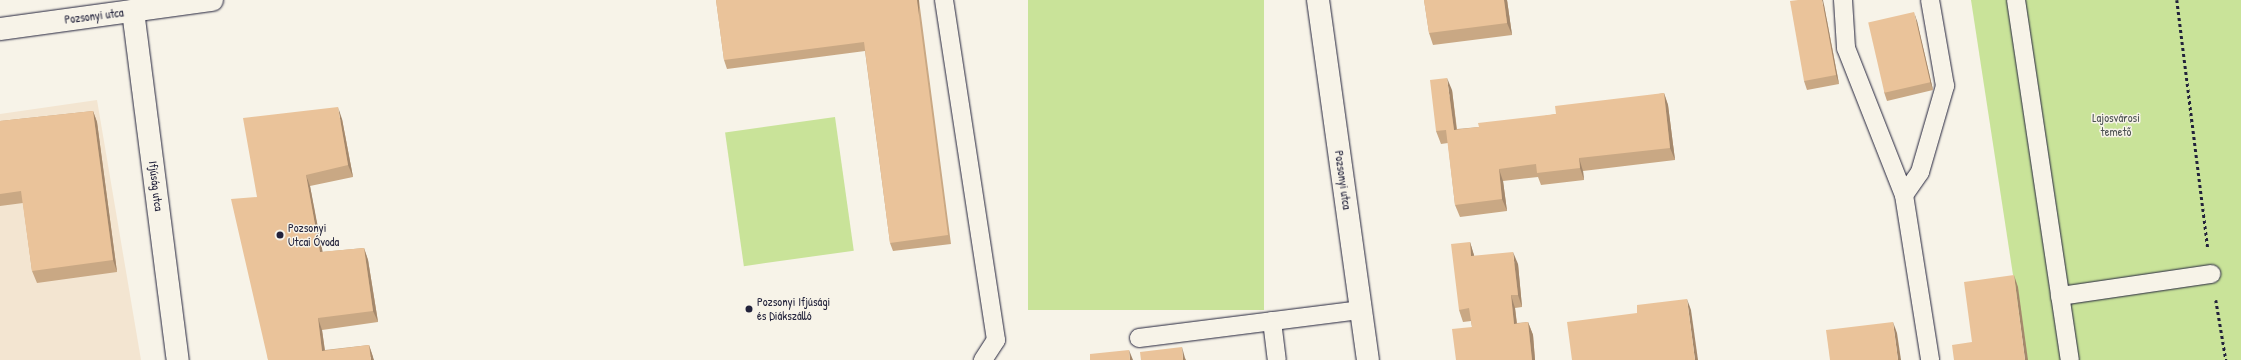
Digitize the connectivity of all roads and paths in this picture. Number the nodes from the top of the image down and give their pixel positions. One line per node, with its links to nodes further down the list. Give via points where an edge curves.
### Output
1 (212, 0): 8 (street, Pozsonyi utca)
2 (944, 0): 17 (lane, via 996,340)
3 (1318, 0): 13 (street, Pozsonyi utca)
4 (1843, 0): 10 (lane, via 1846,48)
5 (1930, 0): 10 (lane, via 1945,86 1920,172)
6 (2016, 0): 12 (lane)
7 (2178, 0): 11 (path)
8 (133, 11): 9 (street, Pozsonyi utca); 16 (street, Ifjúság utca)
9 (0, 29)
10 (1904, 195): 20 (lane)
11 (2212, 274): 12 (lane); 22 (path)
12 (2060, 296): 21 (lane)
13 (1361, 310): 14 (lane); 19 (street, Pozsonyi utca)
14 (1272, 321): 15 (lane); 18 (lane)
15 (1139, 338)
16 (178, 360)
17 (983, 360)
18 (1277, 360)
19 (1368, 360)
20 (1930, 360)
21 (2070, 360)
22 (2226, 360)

* **TASK PROMPT**:
Could you reproduce the listing above exactly and drop every picture?

* **REPLY TO THE EXERCISE**:
Digitize the connectivity of all roads and paths in this picture. Number the nodes from the top of the image down and give their pixel positions. One line per node, with its links to nodes further down the list. Give via points where an edge curves.
### Output
1 (212, 0): 8 (street, Pozsonyi utca)
2 (944, 0): 17 (lane, via 996,340)
3 (1318, 0): 13 (street, Pozsonyi utca)
4 (1843, 0): 10 (lane, via 1846,48)
5 (1930, 0): 10 (lane, via 1945,86 1920,172)
6 (2016, 0): 12 (lane)
7 (2178, 0): 11 (path)
8 (133, 11): 9 (street, Pozsonyi utca); 16 (street, Ifjúság utca)
9 (0, 29)
10 (1904, 195): 20 (lane)
11 (2212, 274): 12 (lane); 22 (path)
12 (2060, 296): 21 (lane)
13 (1361, 310): 14 (lane); 19 (street, Pozsonyi utca)
14 (1272, 321): 15 (lane); 18 (lane)
15 (1139, 338)
16 (178, 360)
17 (983, 360)
18 (1277, 360)
19 (1368, 360)
20 (1930, 360)
21 (2070, 360)
22 (2226, 360)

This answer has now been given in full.